## What the task asks
As the answer, give every line of the records that includes the word "lane".

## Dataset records
★ ★ ★ ★

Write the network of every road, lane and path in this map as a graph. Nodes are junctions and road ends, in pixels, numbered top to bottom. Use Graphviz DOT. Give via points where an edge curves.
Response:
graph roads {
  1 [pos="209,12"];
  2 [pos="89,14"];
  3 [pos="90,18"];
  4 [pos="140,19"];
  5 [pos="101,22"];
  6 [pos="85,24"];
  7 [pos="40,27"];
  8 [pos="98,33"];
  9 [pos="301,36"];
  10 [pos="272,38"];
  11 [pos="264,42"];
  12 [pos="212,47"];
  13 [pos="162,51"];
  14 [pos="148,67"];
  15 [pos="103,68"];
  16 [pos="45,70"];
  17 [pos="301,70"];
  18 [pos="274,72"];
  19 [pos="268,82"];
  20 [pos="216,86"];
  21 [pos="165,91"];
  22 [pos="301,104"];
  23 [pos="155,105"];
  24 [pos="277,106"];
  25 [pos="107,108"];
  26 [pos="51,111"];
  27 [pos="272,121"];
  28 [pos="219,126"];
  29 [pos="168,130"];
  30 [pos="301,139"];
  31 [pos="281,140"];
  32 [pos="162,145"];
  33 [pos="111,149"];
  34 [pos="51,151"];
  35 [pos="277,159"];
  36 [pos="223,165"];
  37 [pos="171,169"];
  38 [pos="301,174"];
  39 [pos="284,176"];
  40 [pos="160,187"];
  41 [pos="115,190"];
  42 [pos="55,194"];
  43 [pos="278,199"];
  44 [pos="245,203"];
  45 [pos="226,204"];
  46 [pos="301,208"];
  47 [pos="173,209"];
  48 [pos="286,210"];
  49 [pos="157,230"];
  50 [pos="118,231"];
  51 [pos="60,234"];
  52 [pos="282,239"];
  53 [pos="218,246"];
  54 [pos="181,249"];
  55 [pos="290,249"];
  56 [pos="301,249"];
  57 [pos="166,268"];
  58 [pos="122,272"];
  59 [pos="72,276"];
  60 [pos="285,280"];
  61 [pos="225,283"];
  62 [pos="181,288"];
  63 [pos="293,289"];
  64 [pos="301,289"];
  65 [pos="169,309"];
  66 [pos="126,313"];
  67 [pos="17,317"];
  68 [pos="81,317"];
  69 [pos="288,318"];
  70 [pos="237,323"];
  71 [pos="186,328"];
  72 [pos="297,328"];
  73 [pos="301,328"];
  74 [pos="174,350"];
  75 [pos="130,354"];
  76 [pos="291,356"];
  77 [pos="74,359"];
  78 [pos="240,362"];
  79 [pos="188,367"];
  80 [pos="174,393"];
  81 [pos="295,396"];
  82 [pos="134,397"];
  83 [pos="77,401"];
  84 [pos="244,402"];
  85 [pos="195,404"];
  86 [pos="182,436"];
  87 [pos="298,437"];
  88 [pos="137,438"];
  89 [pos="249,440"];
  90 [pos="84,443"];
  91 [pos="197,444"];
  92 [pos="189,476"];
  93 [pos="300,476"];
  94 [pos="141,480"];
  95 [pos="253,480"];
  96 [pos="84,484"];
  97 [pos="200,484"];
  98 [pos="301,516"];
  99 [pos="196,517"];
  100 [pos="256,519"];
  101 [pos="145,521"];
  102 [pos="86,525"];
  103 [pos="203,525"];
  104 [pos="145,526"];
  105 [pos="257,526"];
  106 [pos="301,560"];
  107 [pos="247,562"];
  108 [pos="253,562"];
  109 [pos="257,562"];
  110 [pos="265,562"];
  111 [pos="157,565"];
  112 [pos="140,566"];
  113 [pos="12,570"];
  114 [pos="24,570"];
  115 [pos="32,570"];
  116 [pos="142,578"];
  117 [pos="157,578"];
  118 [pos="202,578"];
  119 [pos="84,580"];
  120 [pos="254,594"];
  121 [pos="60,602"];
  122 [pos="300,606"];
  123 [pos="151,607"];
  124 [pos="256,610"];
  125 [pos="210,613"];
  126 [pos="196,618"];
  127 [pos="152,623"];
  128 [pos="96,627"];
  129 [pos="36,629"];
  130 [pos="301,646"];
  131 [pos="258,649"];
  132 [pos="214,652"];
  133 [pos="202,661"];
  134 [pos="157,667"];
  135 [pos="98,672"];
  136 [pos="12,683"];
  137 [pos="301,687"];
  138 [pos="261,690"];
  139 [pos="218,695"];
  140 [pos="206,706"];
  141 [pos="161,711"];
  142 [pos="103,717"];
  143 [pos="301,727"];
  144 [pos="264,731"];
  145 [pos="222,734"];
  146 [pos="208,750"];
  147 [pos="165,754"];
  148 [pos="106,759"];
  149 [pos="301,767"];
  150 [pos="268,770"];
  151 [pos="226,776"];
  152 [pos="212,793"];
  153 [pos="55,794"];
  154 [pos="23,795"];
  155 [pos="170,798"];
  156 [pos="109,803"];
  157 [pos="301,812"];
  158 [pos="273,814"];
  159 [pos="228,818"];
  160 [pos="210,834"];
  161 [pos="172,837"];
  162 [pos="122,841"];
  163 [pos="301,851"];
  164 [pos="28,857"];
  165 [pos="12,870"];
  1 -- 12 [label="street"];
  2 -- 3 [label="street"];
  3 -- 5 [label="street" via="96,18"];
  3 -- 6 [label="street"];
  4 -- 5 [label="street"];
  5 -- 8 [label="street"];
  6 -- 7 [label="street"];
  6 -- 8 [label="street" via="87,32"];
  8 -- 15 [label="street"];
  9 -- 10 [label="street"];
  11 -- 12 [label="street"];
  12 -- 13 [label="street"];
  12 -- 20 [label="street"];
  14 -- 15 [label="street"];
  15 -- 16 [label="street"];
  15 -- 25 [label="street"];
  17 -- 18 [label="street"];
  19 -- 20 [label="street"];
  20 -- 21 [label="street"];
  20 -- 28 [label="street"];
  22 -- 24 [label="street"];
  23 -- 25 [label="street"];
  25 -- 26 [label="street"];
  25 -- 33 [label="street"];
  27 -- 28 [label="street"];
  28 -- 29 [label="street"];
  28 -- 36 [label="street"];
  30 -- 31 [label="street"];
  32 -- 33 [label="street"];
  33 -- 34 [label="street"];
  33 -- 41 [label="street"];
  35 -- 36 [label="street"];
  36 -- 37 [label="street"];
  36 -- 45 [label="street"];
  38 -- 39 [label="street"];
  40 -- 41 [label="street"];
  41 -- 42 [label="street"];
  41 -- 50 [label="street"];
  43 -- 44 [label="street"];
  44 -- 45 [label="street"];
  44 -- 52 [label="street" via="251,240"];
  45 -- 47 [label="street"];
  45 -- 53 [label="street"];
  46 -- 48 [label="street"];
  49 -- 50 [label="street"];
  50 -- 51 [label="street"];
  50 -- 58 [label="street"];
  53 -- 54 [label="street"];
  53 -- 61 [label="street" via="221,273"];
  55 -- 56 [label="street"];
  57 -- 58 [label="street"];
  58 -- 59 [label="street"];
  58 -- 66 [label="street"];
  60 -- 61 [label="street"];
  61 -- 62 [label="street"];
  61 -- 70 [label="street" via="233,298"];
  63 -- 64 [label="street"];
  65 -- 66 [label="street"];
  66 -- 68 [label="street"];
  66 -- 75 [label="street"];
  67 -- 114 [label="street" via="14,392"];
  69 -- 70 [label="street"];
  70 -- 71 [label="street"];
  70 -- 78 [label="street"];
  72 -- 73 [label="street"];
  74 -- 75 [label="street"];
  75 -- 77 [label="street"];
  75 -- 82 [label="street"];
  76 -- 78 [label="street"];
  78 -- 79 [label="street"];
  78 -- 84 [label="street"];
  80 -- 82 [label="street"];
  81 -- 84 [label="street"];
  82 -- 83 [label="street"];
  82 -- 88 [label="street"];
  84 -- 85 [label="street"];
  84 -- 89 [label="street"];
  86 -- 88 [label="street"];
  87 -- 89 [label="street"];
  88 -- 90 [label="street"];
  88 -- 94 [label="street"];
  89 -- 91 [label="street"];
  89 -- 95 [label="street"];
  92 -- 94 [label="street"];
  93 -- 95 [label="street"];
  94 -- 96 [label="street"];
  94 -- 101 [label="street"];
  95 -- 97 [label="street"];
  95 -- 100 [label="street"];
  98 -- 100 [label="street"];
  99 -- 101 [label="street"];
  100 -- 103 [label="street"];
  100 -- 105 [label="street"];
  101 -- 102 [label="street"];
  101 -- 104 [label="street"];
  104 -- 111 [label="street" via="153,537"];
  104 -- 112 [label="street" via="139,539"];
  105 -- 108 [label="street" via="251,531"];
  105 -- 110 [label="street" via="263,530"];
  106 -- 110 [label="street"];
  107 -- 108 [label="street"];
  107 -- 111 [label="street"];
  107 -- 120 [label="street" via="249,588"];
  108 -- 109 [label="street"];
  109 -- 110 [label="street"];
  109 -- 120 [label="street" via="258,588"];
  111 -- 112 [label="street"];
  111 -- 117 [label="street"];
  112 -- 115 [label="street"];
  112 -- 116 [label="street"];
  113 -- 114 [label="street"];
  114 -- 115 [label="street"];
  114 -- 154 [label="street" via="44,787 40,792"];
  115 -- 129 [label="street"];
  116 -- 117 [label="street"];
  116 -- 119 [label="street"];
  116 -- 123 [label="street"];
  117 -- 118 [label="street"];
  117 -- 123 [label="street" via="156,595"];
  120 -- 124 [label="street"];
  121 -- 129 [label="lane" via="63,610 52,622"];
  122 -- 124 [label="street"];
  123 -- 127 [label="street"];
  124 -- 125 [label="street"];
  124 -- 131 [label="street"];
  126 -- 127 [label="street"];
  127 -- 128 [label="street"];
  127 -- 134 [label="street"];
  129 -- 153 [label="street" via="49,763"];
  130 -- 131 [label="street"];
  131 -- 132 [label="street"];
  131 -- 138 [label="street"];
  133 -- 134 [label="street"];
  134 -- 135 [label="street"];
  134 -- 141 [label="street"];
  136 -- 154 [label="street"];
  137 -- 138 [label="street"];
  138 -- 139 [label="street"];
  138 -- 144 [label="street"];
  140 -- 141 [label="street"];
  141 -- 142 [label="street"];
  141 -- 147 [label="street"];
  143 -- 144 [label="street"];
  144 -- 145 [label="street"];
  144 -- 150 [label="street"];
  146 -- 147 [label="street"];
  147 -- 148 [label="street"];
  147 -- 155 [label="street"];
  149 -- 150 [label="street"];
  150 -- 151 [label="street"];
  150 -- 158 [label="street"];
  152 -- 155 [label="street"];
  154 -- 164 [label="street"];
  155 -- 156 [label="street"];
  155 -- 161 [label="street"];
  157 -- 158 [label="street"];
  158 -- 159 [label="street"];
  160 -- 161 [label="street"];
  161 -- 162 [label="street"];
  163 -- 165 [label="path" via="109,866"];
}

★ ★ ★ ★

## Response area
Write the network of every road, lane and path in this map as a graph. Nodes are junctions and road ends, in pixels, numbered top to bottom. Use Graphviz DOT. Give via points where an edge curves.
  121 -- 129 [label="lane" via="63,610 52,622"];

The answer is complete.